Saved data entries:
● ● ● ●
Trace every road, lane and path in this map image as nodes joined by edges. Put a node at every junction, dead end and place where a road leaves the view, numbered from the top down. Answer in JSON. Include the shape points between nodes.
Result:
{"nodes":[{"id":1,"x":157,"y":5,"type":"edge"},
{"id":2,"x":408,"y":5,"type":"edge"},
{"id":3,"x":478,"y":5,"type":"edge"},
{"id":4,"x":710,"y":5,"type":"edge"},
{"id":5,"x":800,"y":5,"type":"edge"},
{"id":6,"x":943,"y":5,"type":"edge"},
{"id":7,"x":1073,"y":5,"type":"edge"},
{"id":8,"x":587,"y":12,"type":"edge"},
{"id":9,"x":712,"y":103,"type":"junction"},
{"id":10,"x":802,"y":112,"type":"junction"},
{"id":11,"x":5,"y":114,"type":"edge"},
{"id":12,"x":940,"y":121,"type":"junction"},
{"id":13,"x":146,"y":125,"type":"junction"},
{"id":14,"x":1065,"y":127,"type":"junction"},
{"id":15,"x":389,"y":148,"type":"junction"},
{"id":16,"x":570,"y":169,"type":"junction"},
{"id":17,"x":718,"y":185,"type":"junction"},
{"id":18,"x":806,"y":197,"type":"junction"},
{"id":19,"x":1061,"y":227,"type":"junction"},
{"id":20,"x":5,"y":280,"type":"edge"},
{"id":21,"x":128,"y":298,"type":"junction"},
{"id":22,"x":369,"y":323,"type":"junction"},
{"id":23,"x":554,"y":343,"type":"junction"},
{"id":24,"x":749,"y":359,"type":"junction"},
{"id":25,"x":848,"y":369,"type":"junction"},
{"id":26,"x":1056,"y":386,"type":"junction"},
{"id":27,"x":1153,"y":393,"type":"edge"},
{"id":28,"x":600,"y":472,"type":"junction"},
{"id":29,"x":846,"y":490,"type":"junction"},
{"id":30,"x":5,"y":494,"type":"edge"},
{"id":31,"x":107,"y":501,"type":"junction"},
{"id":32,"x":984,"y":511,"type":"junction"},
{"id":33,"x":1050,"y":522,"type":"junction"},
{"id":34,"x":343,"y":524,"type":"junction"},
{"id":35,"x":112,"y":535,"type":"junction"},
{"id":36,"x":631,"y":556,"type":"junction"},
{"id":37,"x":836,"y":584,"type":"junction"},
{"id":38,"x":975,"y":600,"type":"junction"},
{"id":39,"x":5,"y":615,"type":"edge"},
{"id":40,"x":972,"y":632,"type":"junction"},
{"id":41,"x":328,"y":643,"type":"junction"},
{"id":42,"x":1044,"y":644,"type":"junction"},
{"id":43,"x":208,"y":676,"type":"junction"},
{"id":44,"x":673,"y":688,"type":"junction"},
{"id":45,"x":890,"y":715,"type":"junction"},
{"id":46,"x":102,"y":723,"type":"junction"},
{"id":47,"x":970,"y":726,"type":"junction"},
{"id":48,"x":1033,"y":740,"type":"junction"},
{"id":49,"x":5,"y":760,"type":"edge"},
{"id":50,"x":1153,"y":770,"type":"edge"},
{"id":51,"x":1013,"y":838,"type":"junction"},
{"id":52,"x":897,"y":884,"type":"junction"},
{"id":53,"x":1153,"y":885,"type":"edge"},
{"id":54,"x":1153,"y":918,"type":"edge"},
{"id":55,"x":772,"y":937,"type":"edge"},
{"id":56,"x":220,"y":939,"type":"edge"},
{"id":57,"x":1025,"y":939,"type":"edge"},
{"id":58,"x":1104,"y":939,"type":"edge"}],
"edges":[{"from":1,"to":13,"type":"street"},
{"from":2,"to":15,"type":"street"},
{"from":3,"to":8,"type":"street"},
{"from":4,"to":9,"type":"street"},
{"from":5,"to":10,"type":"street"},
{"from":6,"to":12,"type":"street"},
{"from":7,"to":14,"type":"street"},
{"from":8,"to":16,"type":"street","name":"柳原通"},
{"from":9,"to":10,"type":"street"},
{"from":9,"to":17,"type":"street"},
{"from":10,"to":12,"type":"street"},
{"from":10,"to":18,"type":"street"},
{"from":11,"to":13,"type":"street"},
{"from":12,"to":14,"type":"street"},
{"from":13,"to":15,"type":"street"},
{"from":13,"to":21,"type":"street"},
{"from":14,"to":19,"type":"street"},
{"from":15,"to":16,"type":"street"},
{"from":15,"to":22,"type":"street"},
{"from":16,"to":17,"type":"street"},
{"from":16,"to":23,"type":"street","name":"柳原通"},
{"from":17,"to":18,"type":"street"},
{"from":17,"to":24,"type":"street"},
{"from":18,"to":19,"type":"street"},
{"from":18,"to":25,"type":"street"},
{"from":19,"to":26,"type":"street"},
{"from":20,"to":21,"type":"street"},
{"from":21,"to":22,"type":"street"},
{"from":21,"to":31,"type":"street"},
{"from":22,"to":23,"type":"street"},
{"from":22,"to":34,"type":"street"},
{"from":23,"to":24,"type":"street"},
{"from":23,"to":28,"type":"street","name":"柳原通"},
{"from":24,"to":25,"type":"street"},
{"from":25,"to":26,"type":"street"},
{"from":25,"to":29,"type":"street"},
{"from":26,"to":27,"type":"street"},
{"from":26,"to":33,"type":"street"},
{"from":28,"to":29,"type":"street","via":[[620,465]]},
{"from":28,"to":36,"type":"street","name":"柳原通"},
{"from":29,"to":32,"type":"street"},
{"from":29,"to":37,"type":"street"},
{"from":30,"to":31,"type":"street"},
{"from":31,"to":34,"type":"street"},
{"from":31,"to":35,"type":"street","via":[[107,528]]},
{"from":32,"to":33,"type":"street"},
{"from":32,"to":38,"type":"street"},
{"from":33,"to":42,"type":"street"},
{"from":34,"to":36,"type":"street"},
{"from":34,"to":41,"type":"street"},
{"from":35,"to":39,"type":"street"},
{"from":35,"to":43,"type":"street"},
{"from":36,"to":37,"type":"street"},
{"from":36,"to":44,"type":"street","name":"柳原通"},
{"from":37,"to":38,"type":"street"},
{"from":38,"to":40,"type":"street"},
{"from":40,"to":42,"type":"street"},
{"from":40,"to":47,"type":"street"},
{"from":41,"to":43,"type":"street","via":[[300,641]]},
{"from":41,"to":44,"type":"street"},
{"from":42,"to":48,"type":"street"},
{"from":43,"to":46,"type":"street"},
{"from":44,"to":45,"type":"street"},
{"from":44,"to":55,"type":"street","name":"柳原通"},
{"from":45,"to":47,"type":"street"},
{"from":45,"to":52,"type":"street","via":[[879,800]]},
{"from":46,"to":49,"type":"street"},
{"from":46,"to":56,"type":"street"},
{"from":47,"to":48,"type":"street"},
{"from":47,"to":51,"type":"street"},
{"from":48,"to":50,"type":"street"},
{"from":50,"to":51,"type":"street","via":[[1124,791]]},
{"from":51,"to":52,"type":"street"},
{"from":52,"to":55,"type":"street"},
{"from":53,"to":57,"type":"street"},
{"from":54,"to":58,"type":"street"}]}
● ● ● ●
Exercise aim:
Exactly as they stand, write out all of the entries.

Task output:
Trace every road, lane and path in this map image as nodes joined by edges. Put a node at every junction, dead end and place where a road leaves the view, numbered from the top down. Answer in JSON. Include the shape points between nodes.
Result:
{"nodes":[{"id":1,"x":157,"y":5,"type":"edge"},
{"id":2,"x":408,"y":5,"type":"edge"},
{"id":3,"x":478,"y":5,"type":"edge"},
{"id":4,"x":710,"y":5,"type":"edge"},
{"id":5,"x":800,"y":5,"type":"edge"},
{"id":6,"x":943,"y":5,"type":"edge"},
{"id":7,"x":1073,"y":5,"type":"edge"},
{"id":8,"x":587,"y":12,"type":"edge"},
{"id":9,"x":712,"y":103,"type":"junction"},
{"id":10,"x":802,"y":112,"type":"junction"},
{"id":11,"x":5,"y":114,"type":"edge"},
{"id":12,"x":940,"y":121,"type":"junction"},
{"id":13,"x":146,"y":125,"type":"junction"},
{"id":14,"x":1065,"y":127,"type":"junction"},
{"id":15,"x":389,"y":148,"type":"junction"},
{"id":16,"x":570,"y":169,"type":"junction"},
{"id":17,"x":718,"y":185,"type":"junction"},
{"id":18,"x":806,"y":197,"type":"junction"},
{"id":19,"x":1061,"y":227,"type":"junction"},
{"id":20,"x":5,"y":280,"type":"edge"},
{"id":21,"x":128,"y":298,"type":"junction"},
{"id":22,"x":369,"y":323,"type":"junction"},
{"id":23,"x":554,"y":343,"type":"junction"},
{"id":24,"x":749,"y":359,"type":"junction"},
{"id":25,"x":848,"y":369,"type":"junction"},
{"id":26,"x":1056,"y":386,"type":"junction"},
{"id":27,"x":1153,"y":393,"type":"edge"},
{"id":28,"x":600,"y":472,"type":"junction"},
{"id":29,"x":846,"y":490,"type":"junction"},
{"id":30,"x":5,"y":494,"type":"edge"},
{"id":31,"x":107,"y":501,"type":"junction"},
{"id":32,"x":984,"y":511,"type":"junction"},
{"id":33,"x":1050,"y":522,"type":"junction"},
{"id":34,"x":343,"y":524,"type":"junction"},
{"id":35,"x":112,"y":535,"type":"junction"},
{"id":36,"x":631,"y":556,"type":"junction"},
{"id":37,"x":836,"y":584,"type":"junction"},
{"id":38,"x":975,"y":600,"type":"junction"},
{"id":39,"x":5,"y":615,"type":"edge"},
{"id":40,"x":972,"y":632,"type":"junction"},
{"id":41,"x":328,"y":643,"type":"junction"},
{"id":42,"x":1044,"y":644,"type":"junction"},
{"id":43,"x":208,"y":676,"type":"junction"},
{"id":44,"x":673,"y":688,"type":"junction"},
{"id":45,"x":890,"y":715,"type":"junction"},
{"id":46,"x":102,"y":723,"type":"junction"},
{"id":47,"x":970,"y":726,"type":"junction"},
{"id":48,"x":1033,"y":740,"type":"junction"},
{"id":49,"x":5,"y":760,"type":"edge"},
{"id":50,"x":1153,"y":770,"type":"edge"},
{"id":51,"x":1013,"y":838,"type":"junction"},
{"id":52,"x":897,"y":884,"type":"junction"},
{"id":53,"x":1153,"y":885,"type":"edge"},
{"id":54,"x":1153,"y":918,"type":"edge"},
{"id":55,"x":772,"y":937,"type":"edge"},
{"id":56,"x":220,"y":939,"type":"edge"},
{"id":57,"x":1025,"y":939,"type":"edge"},
{"id":58,"x":1104,"y":939,"type":"edge"}],
"edges":[{"from":1,"to":13,"type":"street"},
{"from":2,"to":15,"type":"street"},
{"from":3,"to":8,"type":"street"},
{"from":4,"to":9,"type":"street"},
{"from":5,"to":10,"type":"street"},
{"from":6,"to":12,"type":"street"},
{"from":7,"to":14,"type":"street"},
{"from":8,"to":16,"type":"street","name":"柳原通"},
{"from":9,"to":10,"type":"street"},
{"from":9,"to":17,"type":"street"},
{"from":10,"to":12,"type":"street"},
{"from":10,"to":18,"type":"street"},
{"from":11,"to":13,"type":"street"},
{"from":12,"to":14,"type":"street"},
{"from":13,"to":15,"type":"street"},
{"from":13,"to":21,"type":"street"},
{"from":14,"to":19,"type":"street"},
{"from":15,"to":16,"type":"street"},
{"from":15,"to":22,"type":"street"},
{"from":16,"to":17,"type":"street"},
{"from":16,"to":23,"type":"street","name":"柳原通"},
{"from":17,"to":18,"type":"street"},
{"from":17,"to":24,"type":"street"},
{"from":18,"to":19,"type":"street"},
{"from":18,"to":25,"type":"street"},
{"from":19,"to":26,"type":"street"},
{"from":20,"to":21,"type":"street"},
{"from":21,"to":22,"type":"street"},
{"from":21,"to":31,"type":"street"},
{"from":22,"to":23,"type":"street"},
{"from":22,"to":34,"type":"street"},
{"from":23,"to":24,"type":"street"},
{"from":23,"to":28,"type":"street","name":"柳原通"},
{"from":24,"to":25,"type":"street"},
{"from":25,"to":26,"type":"street"},
{"from":25,"to":29,"type":"street"},
{"from":26,"to":27,"type":"street"},
{"from":26,"to":33,"type":"street"},
{"from":28,"to":29,"type":"street","via":[[620,465]]},
{"from":28,"to":36,"type":"street","name":"柳原通"},
{"from":29,"to":32,"type":"street"},
{"from":29,"to":37,"type":"street"},
{"from":30,"to":31,"type":"street"},
{"from":31,"to":34,"type":"street"},
{"from":31,"to":35,"type":"street","via":[[107,528]]},
{"from":32,"to":33,"type":"street"},
{"from":32,"to":38,"type":"street"},
{"from":33,"to":42,"type":"street"},
{"from":34,"to":36,"type":"street"},
{"from":34,"to":41,"type":"street"},
{"from":35,"to":39,"type":"street"},
{"from":35,"to":43,"type":"street"},
{"from":36,"to":37,"type":"street"},
{"from":36,"to":44,"type":"street","name":"柳原通"},
{"from":37,"to":38,"type":"street"},
{"from":38,"to":40,"type":"street"},
{"from":40,"to":42,"type":"street"},
{"from":40,"to":47,"type":"street"},
{"from":41,"to":43,"type":"street","via":[[300,641]]},
{"from":41,"to":44,"type":"street"},
{"from":42,"to":48,"type":"street"},
{"from":43,"to":46,"type":"street"},
{"from":44,"to":45,"type":"street"},
{"from":44,"to":55,"type":"street","name":"柳原通"},
{"from":45,"to":47,"type":"street"},
{"from":45,"to":52,"type":"street","via":[[879,800]]},
{"from":46,"to":49,"type":"street"},
{"from":46,"to":56,"type":"street"},
{"from":47,"to":48,"type":"street"},
{"from":47,"to":51,"type":"street"},
{"from":48,"to":50,"type":"street"},
{"from":50,"to":51,"type":"street","via":[[1124,791]]},
{"from":51,"to":52,"type":"street"},
{"from":52,"to":55,"type":"street"},
{"from":53,"to":57,"type":"street"},
{"from":54,"to":58,"type":"street"}]}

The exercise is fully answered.